ACTIVITY -
Each entry should be copied as it stands, leaving the pictures behind.

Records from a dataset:
━━━━━━━━
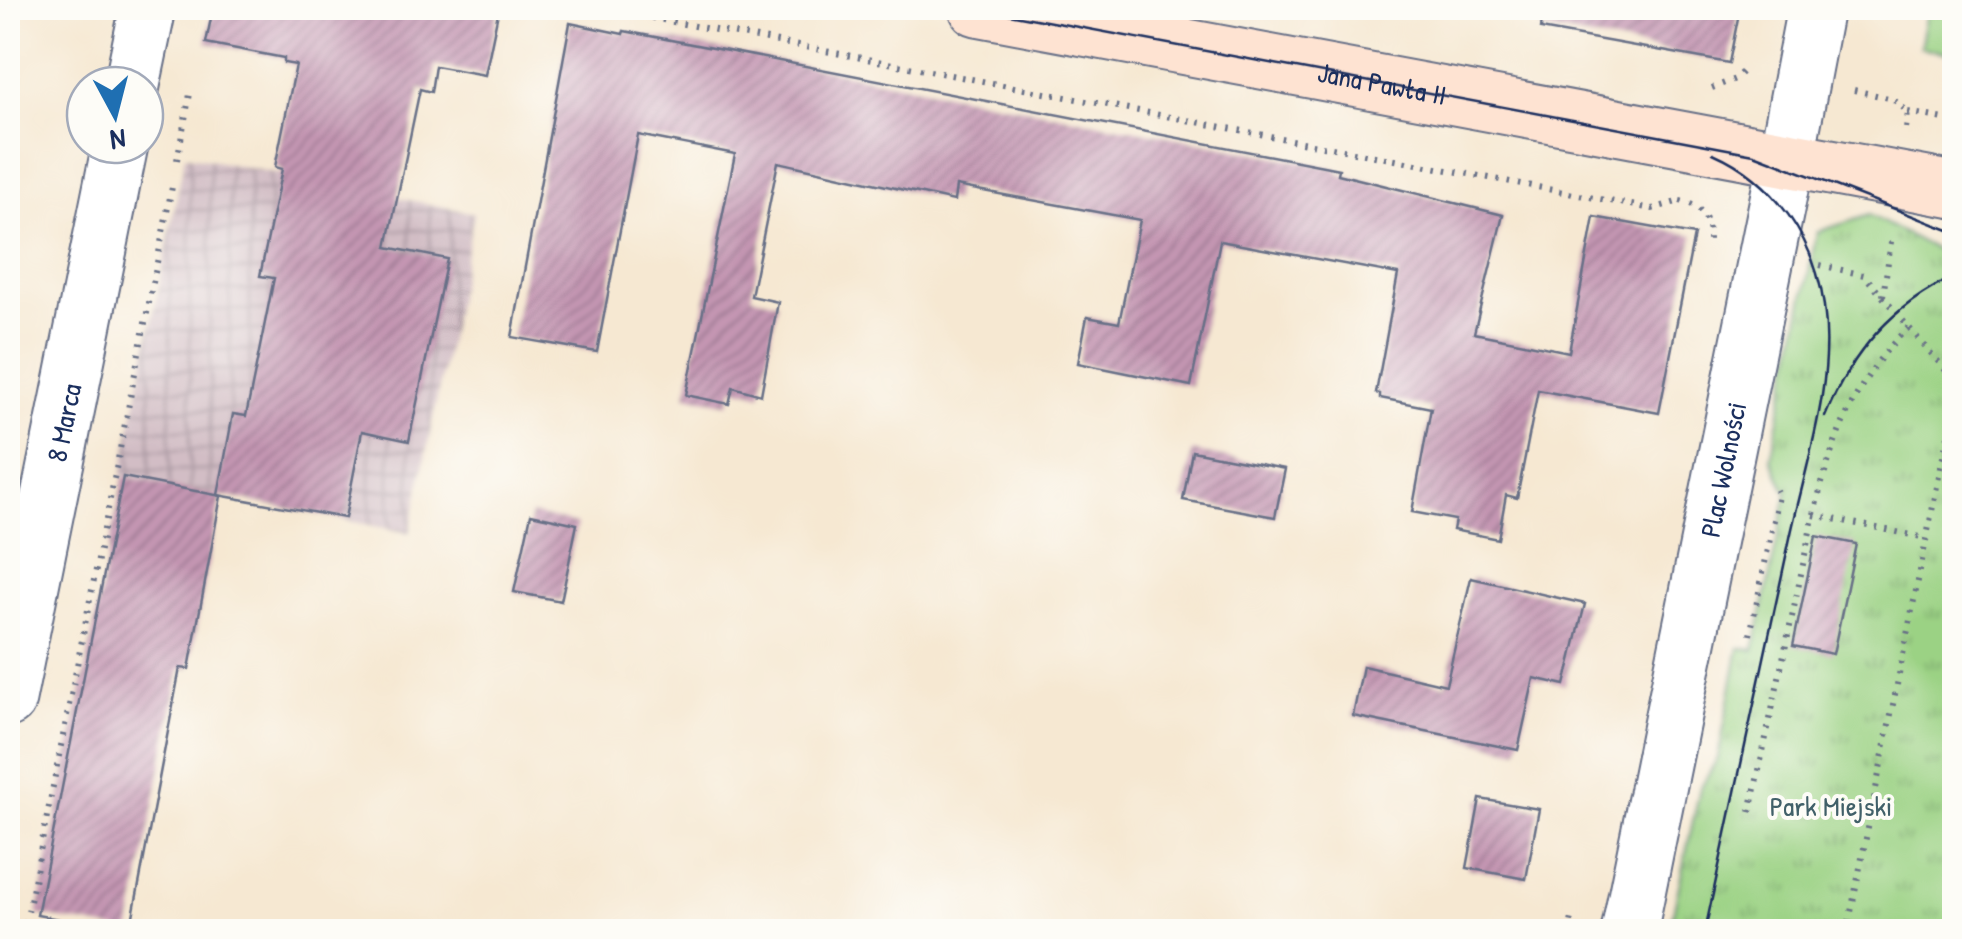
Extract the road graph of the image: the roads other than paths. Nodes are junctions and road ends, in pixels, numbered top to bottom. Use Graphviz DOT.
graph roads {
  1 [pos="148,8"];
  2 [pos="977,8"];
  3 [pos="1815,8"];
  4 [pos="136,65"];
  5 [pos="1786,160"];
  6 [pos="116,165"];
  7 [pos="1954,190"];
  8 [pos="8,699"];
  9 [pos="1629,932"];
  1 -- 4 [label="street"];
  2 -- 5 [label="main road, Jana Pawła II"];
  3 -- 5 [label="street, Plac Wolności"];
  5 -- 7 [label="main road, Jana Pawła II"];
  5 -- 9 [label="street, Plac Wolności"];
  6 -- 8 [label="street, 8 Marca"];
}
━━━━━━━━
THE COMPLETED TASK -
Extract the road graph of the image: the roads other than paths. Nodes are junctions and road ends, in pixels, numbered top to bottom. Use Graphviz DOT.
graph roads {
  1 [pos="148,8"];
  2 [pos="977,8"];
  3 [pos="1815,8"];
  4 [pos="136,65"];
  5 [pos="1786,160"];
  6 [pos="116,165"];
  7 [pos="1954,190"];
  8 [pos="8,699"];
  9 [pos="1629,932"];
  1 -- 4 [label="street"];
  2 -- 5 [label="main road, Jana Pawła II"];
  3 -- 5 [label="street, Plac Wolności"];
  5 -- 7 [label="main road, Jana Pawła II"];
  5 -- 9 [label="street, Plac Wolności"];
  6 -- 8 [label="street, 8 Marca"];
}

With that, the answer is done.